→ **How to complete this task**
Find the word "lane" in the material below and gather every line that contains it.

Source information section start

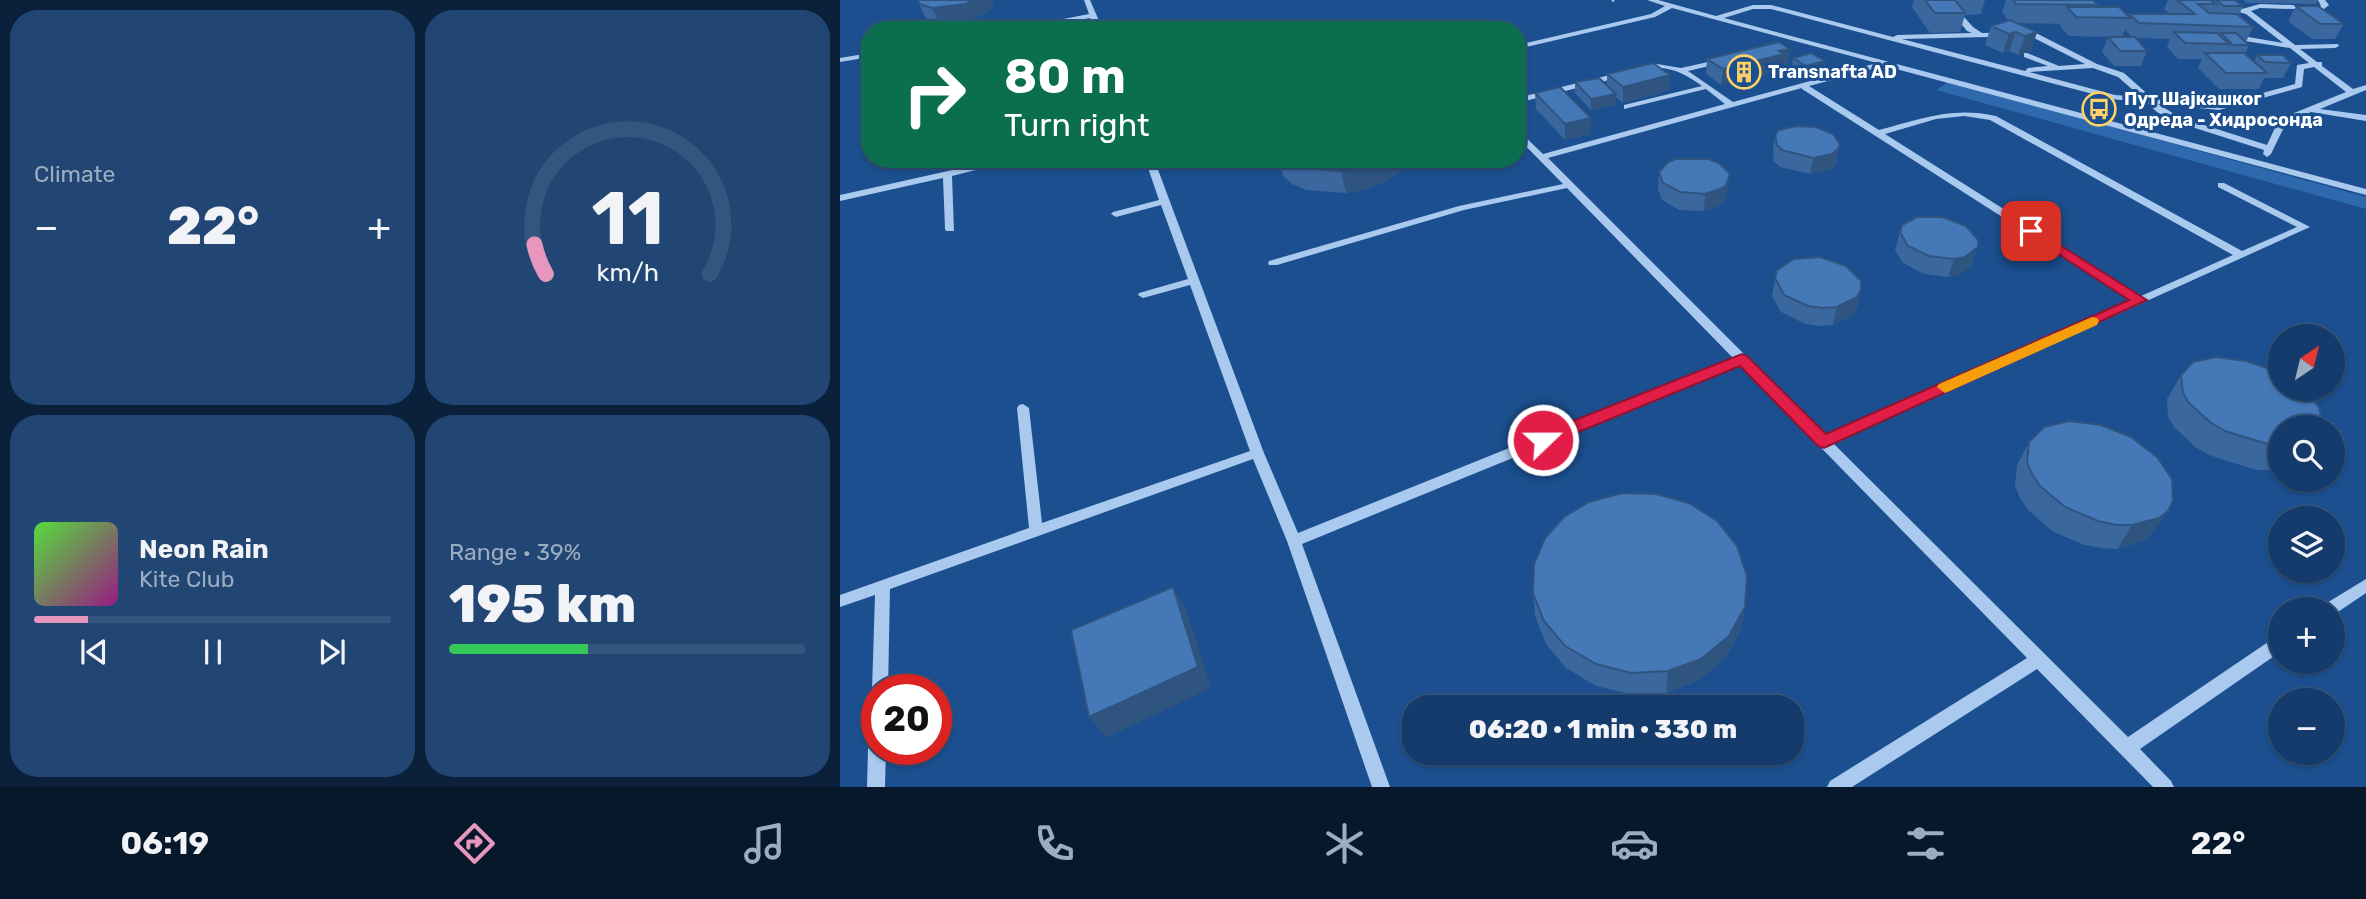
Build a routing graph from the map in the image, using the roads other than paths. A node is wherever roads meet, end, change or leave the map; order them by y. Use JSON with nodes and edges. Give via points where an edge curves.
{"nodes":[{"id":1,"x":1087,"y":0,"type":"edge"},
{"id":2,"x":1650,"y":0,"type":"edge"},
{"id":3,"x":1945,"y":0,"type":"edge"},
{"id":4,"x":2320,"y":0,"type":"edge"},
{"id":5,"x":1671,"y":6,"type":"junction"},
{"id":6,"x":2216,"y":7,"type":"edge"},
{"id":7,"x":2245,"y":10,"type":"junction"},
{"id":8,"x":1093,"y":15,"type":"junction"},
{"id":9,"x":1715,"y":18,"type":"junction"},
{"id":10,"x":1060,"y":21,"type":"edge"},
{"id":11,"x":1095,"y":21,"type":"edge"},
{"id":12,"x":1978,"y":34,"type":"junction"},
{"id":13,"x":1884,"y":37,"type":"joint"},
{"id":14,"x":2248,"y":39,"type":"edge"},
{"id":15,"x":1910,"y":40,"type":"junction"},
{"id":16,"x":1993,"y":40,"type":"edge"},
{"id":17,"x":1526,"y":45,"type":"edge"},
{"id":18,"x":2335,"y":46,"type":"dead end"},
{"id":19,"x":2295,"y":47,"type":"junction"},
{"id":20,"x":2027,"y":55,"type":"edge"},
{"id":21,"x":861,"y":57,"type":"edge"},
{"id":22,"x":1729,"y":58,"type":"edge"},
{"id":23,"x":840,"y":61,"type":"edge"},
{"id":24,"x":1886,"y":63,"type":"junction"},
{"id":25,"x":2319,"y":64,"type":"junction"},
{"id":26,"x":2094,"y":66,"type":"junction"},
{"id":27,"x":2059,"y":68,"type":"junction"},
{"id":28,"x":1682,"y":70,"type":"junction"},
{"id":29,"x":2015,"y":71,"type":"junction"},
{"id":30,"x":1706,"y":87,"type":"junction"},
{"id":31,"x":1805,"y":87,"type":"junction"},
{"id":32,"x":2366,"y":87,"type":"edge"},
{"id":33,"x":2351,"y":92,"type":"junction"},
{"id":34,"x":1526,"y":99,"type":"edge"},
{"id":35,"x":2149,"y":99,"type":"junction"},
{"id":36,"x":1733,"y":106,"type":"junction"},
{"id":37,"x":1627,"y":107,"type":"dead end"},
{"id":38,"x":2310,"y":110,"type":"junction"},
{"id":39,"x":2366,"y":118,"type":"edge"},
{"id":40,"x":1878,"y":133,"type":"junction"},
{"id":41,"x":1526,"y":141,"type":"edge"},
{"id":42,"x":2269,"y":149,"type":"junction"},
{"id":43,"x":1541,"y":157,"type":"junction"},
{"id":44,"x":2262,"y":164,"type":"junction"},
{"id":45,"x":974,"y":168,"type":"edge"},
{"id":46,"x":1152,"y":168,"type":"edge"},
{"id":47,"x":947,"y":174,"type":"junction"},
{"id":48,"x":1569,"y":185,"type":"junction"},
{"id":49,"x":2221,"y":185,"type":"dead end"},
{"id":50,"x":2366,"y":192,"type":"edge"},
{"id":51,"x":840,"y":198,"type":"edge"},
{"id":52,"x":1165,"y":201,"type":"junction"},
{"id":53,"x":1116,"y":214,"type":"dead end"},
{"id":54,"x":950,"y":229,"type":"dead end"},
{"id":55,"x":2239,"y":254,"type":"junction"},
{"id":56,"x":1273,"y":263,"type":"dead end"},
{"id":57,"x":1194,"y":281,"type":"junction"},
{"id":58,"x":1143,"y":295,"type":"dead end"},
{"id":59,"x":2140,"y":300,"type":"junction"},
{"id":60,"x":1742,"y":359,"type":"junction"},
{"id":61,"x":1023,"y":408,"type":"dead end"},
{"id":62,"x":1824,"y":442,"type":"junction"},
{"id":63,"x":1257,"y":453,"type":"junction"},
{"id":64,"x":1036,"y":532,"type":"junction"},
{"id":65,"x":1294,"y":541,"type":"junction"},
{"id":66,"x":2366,"y":585,"type":"edge"},
{"id":67,"x":883,"y":586,"type":"junction"},
{"id":68,"x":2345,"y":599,"type":"edge"},
{"id":69,"x":840,"y":601,"type":"edge"},
{"id":70,"x":2268,"y":651,"type":"edge"},
{"id":71,"x":2039,"y":659,"type":"junction"},
{"id":72,"x":880,"y":674,"type":"edge"},
{"id":73,"x":2127,"y":748,"type":"junction"},
{"id":74,"x":877,"y":765,"type":"edge"},
{"id":75,"x":876,"y":787,"type":"edge"},
{"id":76,"x":1381,"y":787,"type":"edge"},
{"id":77,"x":1836,"y":787,"type":"edge"},
{"id":78,"x":2165,"y":787,"type":"edge"}],
"edges":[{"from":1,"to":8,"type":"lane"},
{"from":2,"to":5,"type":"street"},
{"from":3,"to":12,"type":"street"},
{"from":4,"to":7,"type":"street","via":[[2326,5],[2323,8],[2260,6]]},
{"from":5,"to":9,"type":"street"},
{"from":5,"to":17,"type":"street","via":[[1653,16]]},
{"from":6,"to":7,"type":"street"},
{"from":7,"to":19,"type":"street"},
{"from":8,"to":10,"type":"street"},
{"from":8,"to":11,"type":"lane"},
{"from":9,"to":13,"type":"lane","via":[[1753,7],[1770,8]]},
{"from":9,"to":24,"type":"street"},
{"from":12,"to":15,"type":"street"},
{"from":12,"to":16,"type":"street"},
{"from":12,"to":26,"type":"street","via":[[2031,34]]},
{"from":13,"to":15,"type":"street"},
{"from":14,"to":19,"type":"street"},
{"from":15,"to":29,"type":"street"},
{"from":18,"to":19,"type":"street"},
{"from":19,"to":25,"type":"street"},
{"from":20,"to":27,"type":"street"},
{"from":21,"to":23,"type":"street"},
{"from":22,"to":28,"type":"street"},
{"from":24,"to":31,"type":"street"},
{"from":24,"to":44,"type":"street"},
{"from":25,"to":33,"type":"lane"},
{"from":25,"to":35,"type":"street","via":[[2300,67],[2299,85],[2233,106],[2199,107]]},
{"from":26,"to":27,"type":"street"},
{"from":26,"to":35,"type":"street","via":[[2121,75]]},
{"from":27,"to":29,"type":"street"},
{"from":28,"to":30,"type":"street"},
{"from":28,"to":34,"type":"street","via":[[1652,66]]},
{"from":29,"to":35,"type":"street","via":[[2115,97]]},
{"from":30,"to":36,"type":"street"},
{"from":30,"to":37,"type":"street"},
{"from":31,"to":36,"type":"street"},
{"from":31,"to":40,"type":"street"},
{"from":32,"to":33,"type":"street"},
{"from":33,"to":38,"type":"street"},
{"from":35,"to":42,"type":"lane","via":[[2176,119]]},
{"from":36,"to":43,"type":"street"},
{"from":38,"to":39,"type":"street"},
{"from":38,"to":42,"type":"street","via":[[2282,121]]},
{"from":40,"to":55,"type":"street","via":[[1952,113],[1979,113]]},
{"from":40,"to":59,"type":"street"},
{"from":41,"to":43,"type":"street"},
{"from":42,"to":44,"type":"street"},
{"from":43,"to":48,"type":"street"},
{"from":44,"to":50,"type":"street"},
{"from":45,"to":47,"type":"street"},
{"from":46,"to":52,"type":"street"},
{"from":47,"to":51,"type":"street"},
{"from":47,"to":54,"type":"street"},
{"from":48,"to":56,"type":"street","via":[[1462,208]]},
{"from":48,"to":60,"type":"street"},
{"from":49,"to":55,"type":"street","via":[[2305,227]]},
{"from":52,"to":53,"type":"street"},
{"from":52,"to":57,"type":"street"},
{"from":55,"to":59,"type":"street"},
{"from":57,"to":58,"type":"street"},
{"from":57,"to":63,"type":"street"},
{"from":59,"to":62,"type":"street"},
{"from":60,"to":62,"type":"street"},
{"from":60,"to":65,"type":"street"},
{"from":61,"to":64,"type":"street"},
{"from":62,"to":71,"type":"street"},
{"from":63,"to":64,"type":"street"},
{"from":63,"to":65,"type":"street"},
{"from":64,"to":67,"type":"street"},
{"from":65,"to":76,"type":"street"},
{"from":66,"to":68,"type":"street"},
{"from":67,"to":69,"type":"street"},
{"from":67,"to":72,"type":"street"},
{"from":70,"to":73,"type":"street"},
{"from":71,"to":73,"type":"street"},
{"from":71,"to":77,"type":"street"},
{"from":73,"to":78,"type":"street"},
{"from":74,"to":75,"type":"street"}]}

Source information section end

→ **Task result**
"edges":[{"from":1,"to":8,"type":"lane"},
{"from":8,"to":11,"type":"lane"},
{"from":9,"to":13,"type":"lane","via":[[1753,7],[1770,8]]},
{"from":25,"to":33,"type":"lane"},
{"from":35,"to":42,"type":"lane","via":[[2176,119]]},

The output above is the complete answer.